## REQUIRED ACTION:
Only lines containing the word "Isaac" belong in the answer; copy each one from the records.

Collected data entries
○ ○ ○ ○ ○ ○ ○

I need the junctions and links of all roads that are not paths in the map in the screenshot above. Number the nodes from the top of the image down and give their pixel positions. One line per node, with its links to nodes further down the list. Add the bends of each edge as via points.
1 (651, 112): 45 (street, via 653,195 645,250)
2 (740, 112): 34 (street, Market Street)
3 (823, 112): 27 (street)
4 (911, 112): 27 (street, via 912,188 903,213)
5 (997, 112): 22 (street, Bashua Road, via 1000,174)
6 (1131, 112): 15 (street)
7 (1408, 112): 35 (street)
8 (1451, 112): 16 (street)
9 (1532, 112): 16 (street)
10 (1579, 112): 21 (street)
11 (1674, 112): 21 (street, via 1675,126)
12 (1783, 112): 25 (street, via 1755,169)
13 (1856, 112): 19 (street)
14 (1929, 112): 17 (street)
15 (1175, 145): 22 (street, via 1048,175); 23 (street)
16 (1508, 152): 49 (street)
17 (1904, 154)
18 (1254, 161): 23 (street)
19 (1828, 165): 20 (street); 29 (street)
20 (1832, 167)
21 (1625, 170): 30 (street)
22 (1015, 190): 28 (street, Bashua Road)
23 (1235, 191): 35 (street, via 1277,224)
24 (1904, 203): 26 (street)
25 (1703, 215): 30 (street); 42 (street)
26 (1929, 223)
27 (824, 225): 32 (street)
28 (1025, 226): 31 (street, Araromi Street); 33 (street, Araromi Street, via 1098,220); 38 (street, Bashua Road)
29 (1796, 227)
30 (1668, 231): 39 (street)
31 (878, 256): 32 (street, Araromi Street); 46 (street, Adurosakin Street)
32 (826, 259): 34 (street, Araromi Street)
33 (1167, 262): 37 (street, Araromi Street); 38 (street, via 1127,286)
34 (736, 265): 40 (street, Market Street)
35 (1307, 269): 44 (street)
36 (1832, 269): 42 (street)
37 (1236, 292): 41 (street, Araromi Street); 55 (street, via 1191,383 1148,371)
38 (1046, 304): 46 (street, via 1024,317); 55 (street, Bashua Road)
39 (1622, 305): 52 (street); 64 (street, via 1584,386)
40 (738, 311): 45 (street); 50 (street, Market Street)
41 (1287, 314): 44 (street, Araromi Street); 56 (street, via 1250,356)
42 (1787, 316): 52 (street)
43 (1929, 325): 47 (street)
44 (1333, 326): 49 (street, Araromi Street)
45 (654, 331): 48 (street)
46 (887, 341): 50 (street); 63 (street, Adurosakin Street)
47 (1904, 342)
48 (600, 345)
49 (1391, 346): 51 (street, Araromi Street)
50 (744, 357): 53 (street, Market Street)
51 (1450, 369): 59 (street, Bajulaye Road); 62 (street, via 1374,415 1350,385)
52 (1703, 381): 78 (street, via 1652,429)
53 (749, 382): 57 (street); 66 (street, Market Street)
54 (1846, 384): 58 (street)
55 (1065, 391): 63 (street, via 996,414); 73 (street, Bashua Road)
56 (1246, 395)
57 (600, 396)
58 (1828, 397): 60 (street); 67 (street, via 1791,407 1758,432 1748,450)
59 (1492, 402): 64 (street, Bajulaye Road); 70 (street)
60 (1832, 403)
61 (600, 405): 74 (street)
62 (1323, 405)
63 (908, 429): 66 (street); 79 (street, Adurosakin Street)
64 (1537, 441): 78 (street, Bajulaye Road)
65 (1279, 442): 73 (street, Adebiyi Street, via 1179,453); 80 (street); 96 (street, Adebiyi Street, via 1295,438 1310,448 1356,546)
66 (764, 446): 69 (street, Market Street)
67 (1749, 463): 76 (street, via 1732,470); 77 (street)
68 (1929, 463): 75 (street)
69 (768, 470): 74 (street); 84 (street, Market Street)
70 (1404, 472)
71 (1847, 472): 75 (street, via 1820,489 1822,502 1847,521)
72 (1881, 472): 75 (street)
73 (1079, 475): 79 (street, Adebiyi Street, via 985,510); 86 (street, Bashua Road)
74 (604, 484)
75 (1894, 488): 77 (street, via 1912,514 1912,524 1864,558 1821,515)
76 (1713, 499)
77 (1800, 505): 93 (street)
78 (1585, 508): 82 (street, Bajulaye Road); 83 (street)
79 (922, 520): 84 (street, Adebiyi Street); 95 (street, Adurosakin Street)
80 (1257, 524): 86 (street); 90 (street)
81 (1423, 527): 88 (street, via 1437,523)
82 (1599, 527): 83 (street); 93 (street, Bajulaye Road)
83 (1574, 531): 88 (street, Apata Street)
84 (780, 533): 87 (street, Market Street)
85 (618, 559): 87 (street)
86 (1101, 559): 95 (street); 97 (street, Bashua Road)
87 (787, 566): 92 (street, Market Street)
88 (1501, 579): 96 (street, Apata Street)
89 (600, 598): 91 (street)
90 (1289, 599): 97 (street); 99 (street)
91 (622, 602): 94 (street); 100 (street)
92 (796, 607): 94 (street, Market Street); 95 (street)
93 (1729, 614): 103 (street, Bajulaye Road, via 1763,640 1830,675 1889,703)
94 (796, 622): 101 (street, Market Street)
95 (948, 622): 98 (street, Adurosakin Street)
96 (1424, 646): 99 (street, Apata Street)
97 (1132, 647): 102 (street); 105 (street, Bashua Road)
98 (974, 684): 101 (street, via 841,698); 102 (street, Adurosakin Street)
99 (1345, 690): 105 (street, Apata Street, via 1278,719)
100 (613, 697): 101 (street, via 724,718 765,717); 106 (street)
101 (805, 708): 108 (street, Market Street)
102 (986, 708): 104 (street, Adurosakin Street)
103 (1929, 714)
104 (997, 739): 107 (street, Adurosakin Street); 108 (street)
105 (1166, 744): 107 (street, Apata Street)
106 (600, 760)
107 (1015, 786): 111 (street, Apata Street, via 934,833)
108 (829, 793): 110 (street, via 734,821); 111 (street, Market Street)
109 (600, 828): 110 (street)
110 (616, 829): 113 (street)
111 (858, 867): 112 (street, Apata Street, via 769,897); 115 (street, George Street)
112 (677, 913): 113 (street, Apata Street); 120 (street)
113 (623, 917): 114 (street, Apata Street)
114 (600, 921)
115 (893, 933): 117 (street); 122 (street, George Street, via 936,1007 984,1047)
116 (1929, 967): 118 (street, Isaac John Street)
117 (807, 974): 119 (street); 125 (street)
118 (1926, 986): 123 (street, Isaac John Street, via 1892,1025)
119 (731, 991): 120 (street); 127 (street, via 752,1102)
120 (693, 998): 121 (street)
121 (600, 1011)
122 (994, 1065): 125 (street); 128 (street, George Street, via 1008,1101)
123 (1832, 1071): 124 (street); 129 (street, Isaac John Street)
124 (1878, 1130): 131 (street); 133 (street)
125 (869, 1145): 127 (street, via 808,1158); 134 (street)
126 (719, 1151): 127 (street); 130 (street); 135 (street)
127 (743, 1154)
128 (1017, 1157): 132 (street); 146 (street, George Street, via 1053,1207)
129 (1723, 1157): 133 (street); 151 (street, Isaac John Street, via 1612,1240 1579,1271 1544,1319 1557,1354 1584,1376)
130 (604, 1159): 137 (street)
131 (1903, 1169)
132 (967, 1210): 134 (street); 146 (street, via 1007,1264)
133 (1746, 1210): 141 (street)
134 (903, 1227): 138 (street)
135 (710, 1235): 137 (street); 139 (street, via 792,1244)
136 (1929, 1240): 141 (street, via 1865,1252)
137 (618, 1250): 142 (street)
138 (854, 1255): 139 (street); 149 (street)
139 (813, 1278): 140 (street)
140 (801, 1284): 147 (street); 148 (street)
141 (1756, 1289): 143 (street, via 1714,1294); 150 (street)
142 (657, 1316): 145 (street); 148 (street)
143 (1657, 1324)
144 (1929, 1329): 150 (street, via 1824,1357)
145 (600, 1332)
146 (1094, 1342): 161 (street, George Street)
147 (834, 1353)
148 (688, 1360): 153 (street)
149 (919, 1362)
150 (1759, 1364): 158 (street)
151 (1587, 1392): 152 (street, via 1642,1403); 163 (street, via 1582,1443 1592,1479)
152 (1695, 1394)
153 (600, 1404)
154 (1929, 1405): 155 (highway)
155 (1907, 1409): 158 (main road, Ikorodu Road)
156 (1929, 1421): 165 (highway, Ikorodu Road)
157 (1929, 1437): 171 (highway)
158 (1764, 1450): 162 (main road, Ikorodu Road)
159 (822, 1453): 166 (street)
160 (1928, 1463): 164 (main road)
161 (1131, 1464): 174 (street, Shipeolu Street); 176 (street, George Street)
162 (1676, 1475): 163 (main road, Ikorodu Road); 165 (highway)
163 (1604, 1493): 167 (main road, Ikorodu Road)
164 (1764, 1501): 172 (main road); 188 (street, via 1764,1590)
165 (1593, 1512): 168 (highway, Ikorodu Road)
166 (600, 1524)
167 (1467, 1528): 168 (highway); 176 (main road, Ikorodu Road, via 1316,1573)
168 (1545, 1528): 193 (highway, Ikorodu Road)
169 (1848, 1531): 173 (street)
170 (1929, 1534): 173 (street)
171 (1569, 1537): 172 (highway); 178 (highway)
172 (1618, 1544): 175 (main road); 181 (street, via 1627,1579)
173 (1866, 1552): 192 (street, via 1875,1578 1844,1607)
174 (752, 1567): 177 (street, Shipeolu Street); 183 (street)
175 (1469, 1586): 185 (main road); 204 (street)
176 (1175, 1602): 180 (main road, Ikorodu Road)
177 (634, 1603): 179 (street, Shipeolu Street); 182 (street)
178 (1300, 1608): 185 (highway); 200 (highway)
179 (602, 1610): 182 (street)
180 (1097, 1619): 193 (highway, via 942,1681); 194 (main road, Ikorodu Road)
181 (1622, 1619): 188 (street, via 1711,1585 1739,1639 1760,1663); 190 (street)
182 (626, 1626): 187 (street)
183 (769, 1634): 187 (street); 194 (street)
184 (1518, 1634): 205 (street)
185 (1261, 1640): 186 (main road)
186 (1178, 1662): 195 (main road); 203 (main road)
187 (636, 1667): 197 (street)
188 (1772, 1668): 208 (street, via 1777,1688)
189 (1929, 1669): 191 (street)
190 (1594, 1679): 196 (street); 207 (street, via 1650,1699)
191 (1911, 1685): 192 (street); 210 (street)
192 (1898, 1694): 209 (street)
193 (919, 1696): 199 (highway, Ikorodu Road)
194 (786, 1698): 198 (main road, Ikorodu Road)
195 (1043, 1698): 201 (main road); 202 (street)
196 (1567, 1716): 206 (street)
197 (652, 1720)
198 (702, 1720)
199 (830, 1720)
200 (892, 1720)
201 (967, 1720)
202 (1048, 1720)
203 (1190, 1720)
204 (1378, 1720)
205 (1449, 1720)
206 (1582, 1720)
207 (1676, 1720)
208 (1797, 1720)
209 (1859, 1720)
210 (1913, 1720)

○ ○ ○ ○ ○ ○ ○

## WRITTEN ANSWER:
116 (1929, 967): 118 (street, Isaac John Street)
118 (1926, 986): 123 (street, Isaac John Street, via 1892,1025)
123 (1832, 1071): 124 (street); 129 (street, Isaac John Street)
129 (1723, 1157): 133 (street); 151 (street, Isaac John Street, via 1612,1240 1579,1271 1544,1319 1557,1354 1584,1376)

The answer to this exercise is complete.